By C. Catania
As we watch Governor Rick Perry and Senator Kay Bailey Hutchison gear up for the Texas gubernatorial primary, it’s now time to start asking the tough questions. The question on all of our minds is the elephant in the room that nobody wants to touch— well, nobody but Governor Perry. Why, in a year that conservatives need to be concerned with putting themselves into the House of Representatives, are we going to be pushing a primary that may well tip the scales at over $50 million? That money, most likely would be going towards electing conservative House members in 2010 otherwise, which is particularly important since we will be re-districting in 2011 after the census. If you think that Governor Perry is only asking this question because he is in the hot seat, you’d be wrong. After supporting “America’s Mayor” in the 2008 Republican presidential primary, he announced support of John McCain after Giuliani withdrew, and after Mitt Romney withdrew from the race earlier than expected, Perry personally called Governor Huckabee to ask for his withdrawal as well. Why? He saw the need to save crucial funds for the campaign against the Democratic nominee.
Rick Perry is a shrewd politician, which is actually Hutchison’s stated reason for running: Texas needs more than a politician. Okay, but… is it possible to be both? Governor Perry, since taking office in 2000, has pushed a law requiring school districts to spend at least 65% of tax dollars in the classroom instead of administration, resulting in better test scores and more children going to college. Texas has been rated as one of the best places in America to run a business. Also in Texas, insurance costs have been decreasing steadily due to a massive tort reform bill passed. The result? New doctors are flocking to Texas to avoid outrageous malpractice lawsuits (and insurance).
Senator Hutchison is correct though; Rick Perry is a politician like no other. He has used the publicity of his office to make a national name for himself in the name of the 10th Amendment. Perry is both vocal and loud about an issue that he claims affects all Texans. I’d like to do him one better. The 10th Amendment affects all Americans. All of us. Rick Perry has been a catalyst of halting big government and returning decisions back to the states. To be fair, it is hard to comprehend. Why on Earth would anybody want to take power away from Washington? No Child Left Behind has worked so well for all of us! Truly, what better feeling is there than getting unfunded mandates by the federal government? Doesn’t it make you feel all warm and fuzzy inside?
The abomination that causes desolation is here and its name is BIG GOVERNMENT! I venture to say that each state must stand up and be counted!

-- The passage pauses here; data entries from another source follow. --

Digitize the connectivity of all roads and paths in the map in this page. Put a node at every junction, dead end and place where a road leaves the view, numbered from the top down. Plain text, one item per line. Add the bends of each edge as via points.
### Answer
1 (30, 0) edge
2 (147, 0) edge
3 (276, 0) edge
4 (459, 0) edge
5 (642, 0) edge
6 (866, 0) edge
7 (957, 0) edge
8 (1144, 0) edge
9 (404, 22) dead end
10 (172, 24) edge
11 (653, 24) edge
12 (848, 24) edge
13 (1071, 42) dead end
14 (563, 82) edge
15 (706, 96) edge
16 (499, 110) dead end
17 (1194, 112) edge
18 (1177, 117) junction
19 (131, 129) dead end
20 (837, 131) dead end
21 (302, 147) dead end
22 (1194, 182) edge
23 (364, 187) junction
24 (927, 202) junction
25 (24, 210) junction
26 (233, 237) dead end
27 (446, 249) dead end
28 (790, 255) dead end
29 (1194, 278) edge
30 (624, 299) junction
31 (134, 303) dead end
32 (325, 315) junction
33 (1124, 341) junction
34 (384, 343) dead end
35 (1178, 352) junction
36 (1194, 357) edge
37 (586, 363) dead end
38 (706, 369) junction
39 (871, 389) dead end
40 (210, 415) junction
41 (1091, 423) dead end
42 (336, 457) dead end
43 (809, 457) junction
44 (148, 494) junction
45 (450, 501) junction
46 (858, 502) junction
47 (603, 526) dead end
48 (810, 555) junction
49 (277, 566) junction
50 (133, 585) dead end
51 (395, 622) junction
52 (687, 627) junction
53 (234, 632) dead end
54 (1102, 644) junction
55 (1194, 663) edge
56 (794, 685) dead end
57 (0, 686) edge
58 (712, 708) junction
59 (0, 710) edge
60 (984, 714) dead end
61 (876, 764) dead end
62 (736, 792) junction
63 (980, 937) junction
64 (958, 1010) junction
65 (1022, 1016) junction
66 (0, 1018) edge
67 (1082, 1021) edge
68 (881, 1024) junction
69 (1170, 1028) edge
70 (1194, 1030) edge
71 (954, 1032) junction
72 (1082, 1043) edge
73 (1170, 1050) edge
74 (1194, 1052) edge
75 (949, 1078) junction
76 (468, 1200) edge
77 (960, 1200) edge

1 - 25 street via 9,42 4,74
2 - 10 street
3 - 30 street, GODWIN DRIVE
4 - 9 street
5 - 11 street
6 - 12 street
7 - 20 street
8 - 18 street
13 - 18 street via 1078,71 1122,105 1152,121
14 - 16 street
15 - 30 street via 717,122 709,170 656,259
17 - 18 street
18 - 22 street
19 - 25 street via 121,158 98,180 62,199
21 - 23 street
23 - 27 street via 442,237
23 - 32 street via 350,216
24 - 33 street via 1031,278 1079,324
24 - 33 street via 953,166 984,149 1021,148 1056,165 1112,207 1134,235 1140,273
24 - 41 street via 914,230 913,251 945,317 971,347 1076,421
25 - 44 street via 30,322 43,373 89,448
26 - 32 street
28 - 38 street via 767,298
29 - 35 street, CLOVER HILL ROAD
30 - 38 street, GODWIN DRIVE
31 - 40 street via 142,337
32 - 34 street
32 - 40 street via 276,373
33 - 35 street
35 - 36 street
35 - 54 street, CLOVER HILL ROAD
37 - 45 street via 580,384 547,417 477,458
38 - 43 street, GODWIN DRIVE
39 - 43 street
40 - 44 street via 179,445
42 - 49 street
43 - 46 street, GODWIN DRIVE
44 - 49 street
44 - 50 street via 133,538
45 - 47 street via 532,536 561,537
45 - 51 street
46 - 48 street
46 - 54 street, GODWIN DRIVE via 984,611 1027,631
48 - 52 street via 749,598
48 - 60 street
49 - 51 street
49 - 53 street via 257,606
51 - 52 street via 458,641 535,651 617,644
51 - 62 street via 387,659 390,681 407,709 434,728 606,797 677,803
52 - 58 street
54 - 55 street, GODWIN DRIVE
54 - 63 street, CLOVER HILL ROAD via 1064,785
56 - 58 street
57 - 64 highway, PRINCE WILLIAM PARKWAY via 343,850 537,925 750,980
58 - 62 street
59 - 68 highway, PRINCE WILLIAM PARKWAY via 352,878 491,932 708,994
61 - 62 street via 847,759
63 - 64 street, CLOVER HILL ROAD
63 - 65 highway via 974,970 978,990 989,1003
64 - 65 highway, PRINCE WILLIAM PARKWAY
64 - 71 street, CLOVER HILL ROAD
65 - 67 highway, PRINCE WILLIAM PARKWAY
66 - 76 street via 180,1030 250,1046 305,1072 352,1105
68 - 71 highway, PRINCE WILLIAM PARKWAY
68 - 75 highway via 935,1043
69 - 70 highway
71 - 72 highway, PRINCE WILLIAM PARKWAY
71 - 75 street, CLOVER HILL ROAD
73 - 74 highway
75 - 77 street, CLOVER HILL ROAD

The residents of each state must say, “No more!” Education, among most of the other issue areas that Washington has so kindly adopted, is a state, if not local issue. If history has taught us anything, Americans know what they need and localities, not Washington, is most responsive. While we can all applaud the desire to “do better,” which is what Senator Hutchison wishes for Texas, how can we be sure that removing a conservative governor, dedicated to liberty and freedom from a tyrannous government, is the answer?